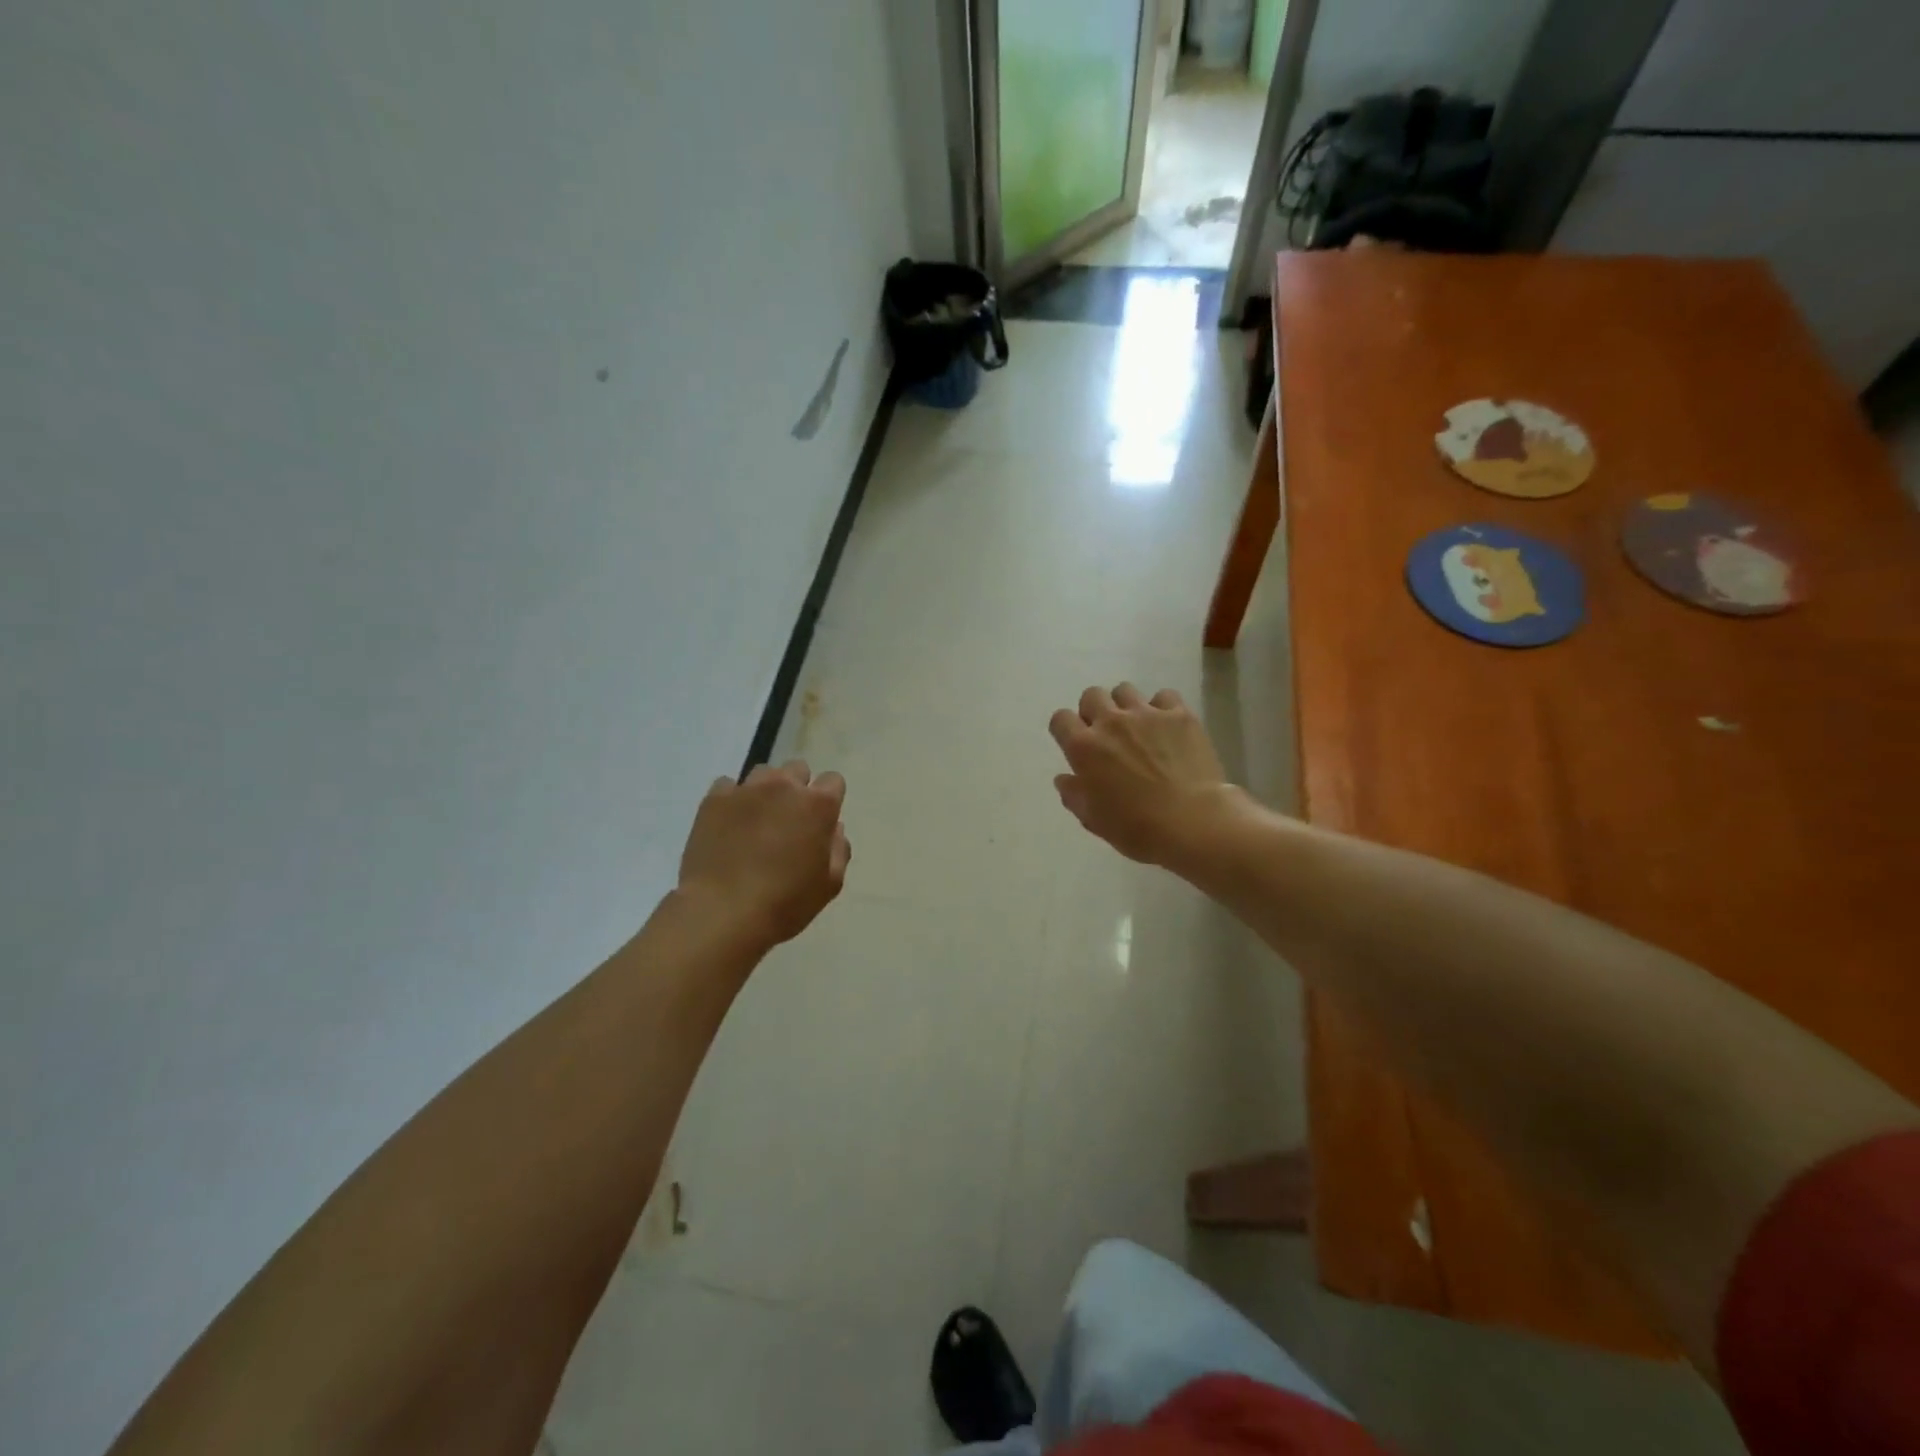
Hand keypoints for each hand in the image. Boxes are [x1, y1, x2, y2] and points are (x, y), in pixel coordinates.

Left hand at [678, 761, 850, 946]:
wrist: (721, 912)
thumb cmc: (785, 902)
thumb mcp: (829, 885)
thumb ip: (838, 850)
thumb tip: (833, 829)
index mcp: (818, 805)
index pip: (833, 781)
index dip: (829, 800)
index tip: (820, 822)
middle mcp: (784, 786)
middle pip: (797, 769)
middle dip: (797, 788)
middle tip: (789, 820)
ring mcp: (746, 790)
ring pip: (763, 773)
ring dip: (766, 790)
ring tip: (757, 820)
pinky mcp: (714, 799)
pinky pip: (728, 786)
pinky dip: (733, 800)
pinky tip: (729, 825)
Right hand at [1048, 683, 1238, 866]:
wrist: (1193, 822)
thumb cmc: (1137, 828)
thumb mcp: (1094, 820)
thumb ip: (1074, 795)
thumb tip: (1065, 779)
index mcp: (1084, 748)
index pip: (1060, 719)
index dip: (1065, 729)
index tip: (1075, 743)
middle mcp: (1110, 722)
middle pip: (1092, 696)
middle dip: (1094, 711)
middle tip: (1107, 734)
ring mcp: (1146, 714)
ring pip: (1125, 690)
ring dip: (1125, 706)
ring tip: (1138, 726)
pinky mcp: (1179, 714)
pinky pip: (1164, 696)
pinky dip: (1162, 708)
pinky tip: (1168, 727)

- - - - - - -

Task objective:
Once the images are removed, print the remaining data exactly as it appears above.

Solution for this task:
Hand keypoints for each hand in the image. Boxes are [x1, y1, x2, y2] and points are (x, y), in pixel coordinates.

Left hand at [678, 761, 850, 946]:
wrist: (721, 912)
thumb cmc: (785, 902)
thumb mcp: (829, 885)
thumb ip: (838, 850)
thumb tip: (833, 829)
index mcp: (818, 805)
index pip: (833, 781)
index dip: (829, 800)
index tip: (820, 822)
middle mcp: (784, 786)
middle pip: (797, 769)
middle dip: (797, 788)
middle tip: (789, 820)
ring mcp: (746, 790)
ring pip: (763, 773)
ring dip: (766, 790)
ring tip: (757, 820)
pinky mcp: (714, 799)
pinky pip: (728, 786)
pinky dip: (733, 800)
pinky tip: (729, 825)
Right hand at [1048, 683, 1238, 866]:
wrist: (1193, 822)
thumb cmc: (1137, 828)
thumb mcp: (1094, 820)
thumb ip: (1074, 795)
thumb tip: (1065, 779)
index mcp: (1084, 748)
index pip: (1060, 719)
index dip: (1065, 729)
index tip: (1075, 743)
middle mcp: (1110, 722)
middle pip: (1092, 696)
middle dip: (1094, 711)
middle tip: (1107, 734)
ring mcp: (1146, 714)
ring pip: (1125, 690)
ring dip: (1125, 706)
ring tip: (1138, 726)
pinky mcp: (1179, 714)
pinky pip: (1164, 696)
pinky dip: (1162, 708)
pinky tip: (1168, 727)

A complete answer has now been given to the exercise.